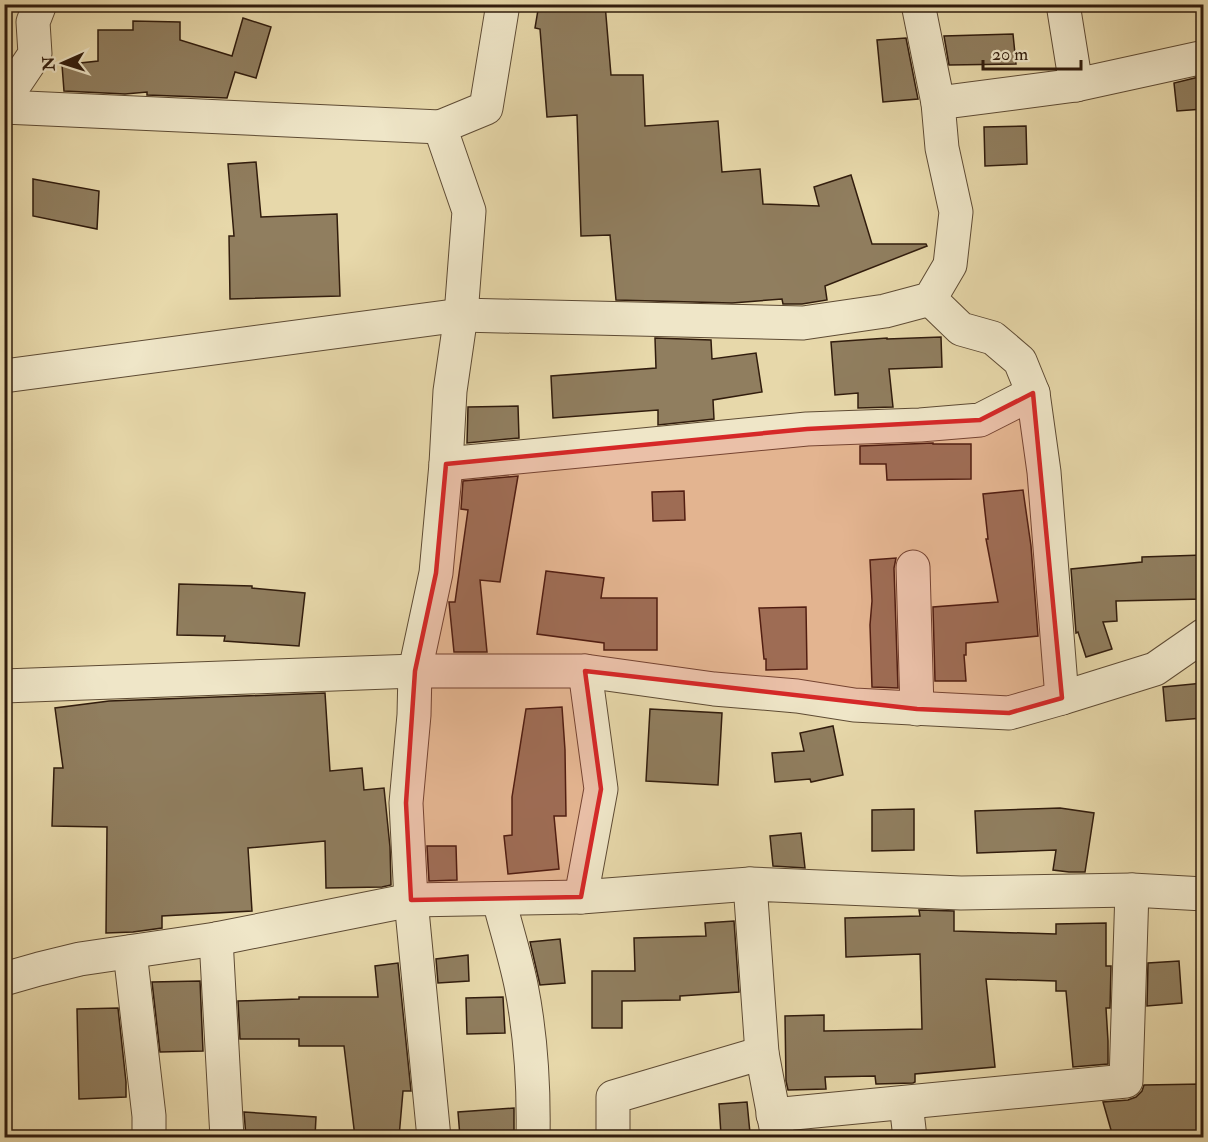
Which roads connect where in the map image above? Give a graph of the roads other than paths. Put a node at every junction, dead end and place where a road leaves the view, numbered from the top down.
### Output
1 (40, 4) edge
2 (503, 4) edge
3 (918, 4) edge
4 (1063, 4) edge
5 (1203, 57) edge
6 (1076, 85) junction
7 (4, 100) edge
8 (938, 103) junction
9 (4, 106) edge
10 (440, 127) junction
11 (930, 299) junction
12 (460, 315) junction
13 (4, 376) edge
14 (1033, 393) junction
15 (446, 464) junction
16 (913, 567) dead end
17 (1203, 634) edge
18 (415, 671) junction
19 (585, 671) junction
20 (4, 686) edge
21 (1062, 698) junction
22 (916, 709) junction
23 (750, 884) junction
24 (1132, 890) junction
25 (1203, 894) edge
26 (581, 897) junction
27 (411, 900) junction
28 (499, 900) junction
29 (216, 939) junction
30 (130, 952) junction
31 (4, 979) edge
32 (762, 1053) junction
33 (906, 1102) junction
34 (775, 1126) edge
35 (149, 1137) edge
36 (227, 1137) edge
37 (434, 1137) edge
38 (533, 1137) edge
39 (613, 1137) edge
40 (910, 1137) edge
##############################
◆ What needs to be done:
Exact copies of all the entries are needed; output them without the pictures.

◆ Answer to the problem:
Which roads connect where in the map image above? Give a graph of the roads other than paths. Put a node at every junction, dead end and place where a road leaves the view, numbered from the top down.
### Output
1 (40, 4) edge
2 (503, 4) edge
3 (918, 4) edge
4 (1063, 4) edge
5 (1203, 57) edge
6 (1076, 85) junction
7 (4, 100) edge
8 (938, 103) junction
9 (4, 106) edge
10 (440, 127) junction
11 (930, 299) junction
12 (460, 315) junction
13 (4, 376) edge
14 (1033, 393) junction
15 (446, 464) junction
16 (913, 567) dead end
17 (1203, 634) edge
18 (415, 671) junction
19 (585, 671) junction
20 (4, 686) edge
21 (1062, 698) junction
22 (916, 709) junction
23 (750, 884) junction
24 (1132, 890) junction
25 (1203, 894) edge
26 (581, 897) junction
27 (411, 900) junction
28 (499, 900) junction
29 (216, 939) junction
30 (130, 952) junction
31 (4, 979) edge
32 (762, 1053) junction
33 (906, 1102) junction
34 (775, 1126) edge
35 (149, 1137) edge
36 (227, 1137) edge
37 (434, 1137) edge
38 (533, 1137) edge
39 (613, 1137) edge
40 (910, 1137) edge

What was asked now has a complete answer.